Friday, October 23, 2009

Day 113

I have more on my plate than I know what to do with right now. You know, I am secretly Wonder Woman. I can do anything, but, today I feel my powers are just dwindling. I need my powers recharged. I guess I will have to double my DSF. Adrenal boost in a pill. I have to say it never fails me.

I wouldn't be able to get this far either without the strength that I have been given by my Heavenly Father and Jesus Christ. Nor would I be able to function each day without the support of my Amazing Husband, John, my Sweet son, Christian and all the family and friends who helps us and prays for us. And all the people we haven't met yet that keep us in their prayers daily. I know I wouldn't have gotten this far in the process of all that is going on now without all the prayers that have been offered on our behalf. Thank you from the bottom of my heart, and the sides and the top!

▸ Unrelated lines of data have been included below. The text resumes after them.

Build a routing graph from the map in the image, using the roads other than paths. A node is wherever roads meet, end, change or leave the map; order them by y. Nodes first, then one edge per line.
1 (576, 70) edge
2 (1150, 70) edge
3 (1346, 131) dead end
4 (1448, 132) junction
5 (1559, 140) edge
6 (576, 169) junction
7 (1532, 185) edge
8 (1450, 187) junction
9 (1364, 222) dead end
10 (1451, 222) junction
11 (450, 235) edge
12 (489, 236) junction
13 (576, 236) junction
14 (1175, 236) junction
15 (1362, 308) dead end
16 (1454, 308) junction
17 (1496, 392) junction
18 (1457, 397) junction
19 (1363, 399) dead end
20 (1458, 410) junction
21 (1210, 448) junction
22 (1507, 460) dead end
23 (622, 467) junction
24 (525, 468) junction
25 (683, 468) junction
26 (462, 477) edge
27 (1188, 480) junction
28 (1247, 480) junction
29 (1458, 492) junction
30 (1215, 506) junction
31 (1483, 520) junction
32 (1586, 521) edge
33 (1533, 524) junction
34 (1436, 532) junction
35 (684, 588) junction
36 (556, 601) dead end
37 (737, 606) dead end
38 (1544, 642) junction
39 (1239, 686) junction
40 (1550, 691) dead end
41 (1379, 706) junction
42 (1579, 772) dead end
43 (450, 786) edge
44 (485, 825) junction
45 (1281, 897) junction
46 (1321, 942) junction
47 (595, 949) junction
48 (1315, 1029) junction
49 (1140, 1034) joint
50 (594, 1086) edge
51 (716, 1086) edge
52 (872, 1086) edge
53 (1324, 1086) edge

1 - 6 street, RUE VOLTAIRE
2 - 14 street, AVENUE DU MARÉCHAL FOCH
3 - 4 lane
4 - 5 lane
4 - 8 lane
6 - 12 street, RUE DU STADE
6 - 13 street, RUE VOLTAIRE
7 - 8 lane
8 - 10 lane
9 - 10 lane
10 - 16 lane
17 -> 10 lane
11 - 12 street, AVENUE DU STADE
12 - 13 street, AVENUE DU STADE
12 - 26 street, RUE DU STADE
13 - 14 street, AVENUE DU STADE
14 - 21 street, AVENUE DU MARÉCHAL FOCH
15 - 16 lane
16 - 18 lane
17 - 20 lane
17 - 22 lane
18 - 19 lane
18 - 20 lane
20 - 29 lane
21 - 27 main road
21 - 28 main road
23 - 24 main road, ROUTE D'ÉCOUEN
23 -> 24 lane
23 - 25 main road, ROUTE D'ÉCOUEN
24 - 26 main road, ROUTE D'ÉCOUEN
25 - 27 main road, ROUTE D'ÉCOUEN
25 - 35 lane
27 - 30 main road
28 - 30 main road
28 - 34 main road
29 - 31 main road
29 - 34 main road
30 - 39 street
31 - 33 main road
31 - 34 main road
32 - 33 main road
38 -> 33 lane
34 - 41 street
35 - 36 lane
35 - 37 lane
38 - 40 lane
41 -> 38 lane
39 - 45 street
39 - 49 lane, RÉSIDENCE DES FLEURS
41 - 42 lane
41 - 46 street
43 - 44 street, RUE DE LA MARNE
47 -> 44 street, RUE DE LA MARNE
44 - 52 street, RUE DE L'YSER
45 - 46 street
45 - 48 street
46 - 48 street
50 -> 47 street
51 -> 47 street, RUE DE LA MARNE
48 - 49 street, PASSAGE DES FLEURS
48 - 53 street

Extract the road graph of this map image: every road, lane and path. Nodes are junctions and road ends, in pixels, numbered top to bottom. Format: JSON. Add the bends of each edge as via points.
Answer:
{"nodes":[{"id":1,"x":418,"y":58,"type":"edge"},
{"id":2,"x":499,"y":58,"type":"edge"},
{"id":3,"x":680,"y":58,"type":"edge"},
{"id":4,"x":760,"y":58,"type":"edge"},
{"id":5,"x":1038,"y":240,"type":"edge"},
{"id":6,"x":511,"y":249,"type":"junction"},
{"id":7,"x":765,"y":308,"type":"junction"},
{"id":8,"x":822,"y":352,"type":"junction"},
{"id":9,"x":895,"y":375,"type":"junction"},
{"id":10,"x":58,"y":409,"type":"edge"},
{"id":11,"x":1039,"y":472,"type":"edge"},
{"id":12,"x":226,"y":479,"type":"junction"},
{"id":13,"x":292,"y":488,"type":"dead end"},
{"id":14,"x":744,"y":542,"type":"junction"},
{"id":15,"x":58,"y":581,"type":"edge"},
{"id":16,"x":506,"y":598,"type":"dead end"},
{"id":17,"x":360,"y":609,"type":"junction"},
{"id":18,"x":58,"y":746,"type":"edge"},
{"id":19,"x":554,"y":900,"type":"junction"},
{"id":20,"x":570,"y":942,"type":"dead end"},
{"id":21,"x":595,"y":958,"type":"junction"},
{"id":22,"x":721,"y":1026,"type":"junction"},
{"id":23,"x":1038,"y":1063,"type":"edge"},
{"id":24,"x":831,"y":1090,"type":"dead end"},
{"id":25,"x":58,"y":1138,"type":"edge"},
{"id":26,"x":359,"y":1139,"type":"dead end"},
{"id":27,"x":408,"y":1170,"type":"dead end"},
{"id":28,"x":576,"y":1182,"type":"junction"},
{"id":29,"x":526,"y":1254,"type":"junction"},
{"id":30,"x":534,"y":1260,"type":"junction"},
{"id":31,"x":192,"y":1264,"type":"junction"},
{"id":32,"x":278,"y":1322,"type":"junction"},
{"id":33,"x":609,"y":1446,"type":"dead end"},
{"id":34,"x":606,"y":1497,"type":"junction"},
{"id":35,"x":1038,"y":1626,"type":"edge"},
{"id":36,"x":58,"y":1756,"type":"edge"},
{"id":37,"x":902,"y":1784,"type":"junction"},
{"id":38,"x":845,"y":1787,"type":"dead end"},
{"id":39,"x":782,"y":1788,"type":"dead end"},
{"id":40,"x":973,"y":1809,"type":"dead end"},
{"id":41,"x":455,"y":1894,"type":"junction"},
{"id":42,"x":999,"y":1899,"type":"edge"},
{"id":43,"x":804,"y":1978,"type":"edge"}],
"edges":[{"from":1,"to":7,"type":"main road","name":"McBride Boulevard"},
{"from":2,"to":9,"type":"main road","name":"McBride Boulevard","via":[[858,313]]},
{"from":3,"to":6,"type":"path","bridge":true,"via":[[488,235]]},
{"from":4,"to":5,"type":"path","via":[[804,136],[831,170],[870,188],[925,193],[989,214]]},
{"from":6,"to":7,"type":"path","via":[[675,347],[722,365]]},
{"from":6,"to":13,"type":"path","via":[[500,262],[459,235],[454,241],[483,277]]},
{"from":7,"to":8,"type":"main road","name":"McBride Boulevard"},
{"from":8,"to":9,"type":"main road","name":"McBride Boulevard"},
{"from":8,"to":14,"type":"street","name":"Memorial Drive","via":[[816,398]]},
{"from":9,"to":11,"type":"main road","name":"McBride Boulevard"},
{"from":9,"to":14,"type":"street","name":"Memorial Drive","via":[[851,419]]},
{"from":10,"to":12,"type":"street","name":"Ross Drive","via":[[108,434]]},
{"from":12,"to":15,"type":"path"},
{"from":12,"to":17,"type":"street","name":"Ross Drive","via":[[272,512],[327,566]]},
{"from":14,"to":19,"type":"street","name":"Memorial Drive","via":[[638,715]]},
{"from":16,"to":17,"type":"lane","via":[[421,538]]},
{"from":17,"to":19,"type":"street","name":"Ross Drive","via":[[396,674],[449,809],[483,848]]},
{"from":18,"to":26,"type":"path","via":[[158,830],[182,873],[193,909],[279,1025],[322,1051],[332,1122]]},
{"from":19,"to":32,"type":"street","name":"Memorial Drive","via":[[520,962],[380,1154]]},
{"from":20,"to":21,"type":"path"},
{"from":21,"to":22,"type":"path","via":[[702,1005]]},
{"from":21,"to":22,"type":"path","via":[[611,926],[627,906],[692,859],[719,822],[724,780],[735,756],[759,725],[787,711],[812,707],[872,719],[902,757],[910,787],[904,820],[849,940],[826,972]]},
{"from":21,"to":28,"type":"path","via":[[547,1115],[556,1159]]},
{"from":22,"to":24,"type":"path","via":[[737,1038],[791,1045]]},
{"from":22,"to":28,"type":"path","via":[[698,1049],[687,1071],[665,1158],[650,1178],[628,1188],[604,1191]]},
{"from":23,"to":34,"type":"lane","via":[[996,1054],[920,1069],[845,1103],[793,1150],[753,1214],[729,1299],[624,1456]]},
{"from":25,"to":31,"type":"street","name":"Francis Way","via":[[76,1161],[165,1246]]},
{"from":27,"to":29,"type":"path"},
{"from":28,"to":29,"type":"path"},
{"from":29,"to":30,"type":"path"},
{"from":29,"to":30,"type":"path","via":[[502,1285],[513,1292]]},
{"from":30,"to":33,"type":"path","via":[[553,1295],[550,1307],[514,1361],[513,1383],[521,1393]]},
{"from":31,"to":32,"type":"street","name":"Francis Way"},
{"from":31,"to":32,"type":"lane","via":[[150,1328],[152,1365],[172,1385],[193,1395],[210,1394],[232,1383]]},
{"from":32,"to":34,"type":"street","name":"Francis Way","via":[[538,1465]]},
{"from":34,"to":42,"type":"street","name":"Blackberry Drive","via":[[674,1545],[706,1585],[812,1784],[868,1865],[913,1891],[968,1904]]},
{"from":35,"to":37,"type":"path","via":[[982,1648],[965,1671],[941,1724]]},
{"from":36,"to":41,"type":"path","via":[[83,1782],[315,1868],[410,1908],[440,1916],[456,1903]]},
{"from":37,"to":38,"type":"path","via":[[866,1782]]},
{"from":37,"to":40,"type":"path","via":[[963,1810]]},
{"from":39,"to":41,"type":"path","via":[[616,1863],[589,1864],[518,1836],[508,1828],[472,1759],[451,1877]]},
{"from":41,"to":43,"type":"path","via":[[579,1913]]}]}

Nicole still cannot get out of bed. Wound care and PT is still bed side. I wish I could be there to comfort her. I can't imagine how hard it is for Nicole with no one there to hold her hand, for her to be able to squeeze it. Just to know there is someone there to love her through the process. I know if roles were reversed I would feel better to be able to squeeze the hand of someone who loves me.

Sometimes I feel so helpless when I am there. I know what I want to do to help her but my hands are tied. What is a parent to do? I pray daily for angels to tend to her when I cannot be there. To comfort her and watch over her. I know Heavenly Father is always mindful of our situation and will not leave her alone. I am grateful to know that. It gives me strength when I have to leave her.

So much to do with so little time. I have geared myself to get things done by November 20th. I hope it happens before that time. Even though the doctors have not given me a specific day as to when she will be coming home I don't think it will be before November 23rd. That is why I choose the 20th. To be able to have 2 days of just rest, relaxation and respite before my life will not be as a know it. But that is okay. It is what I signed up for.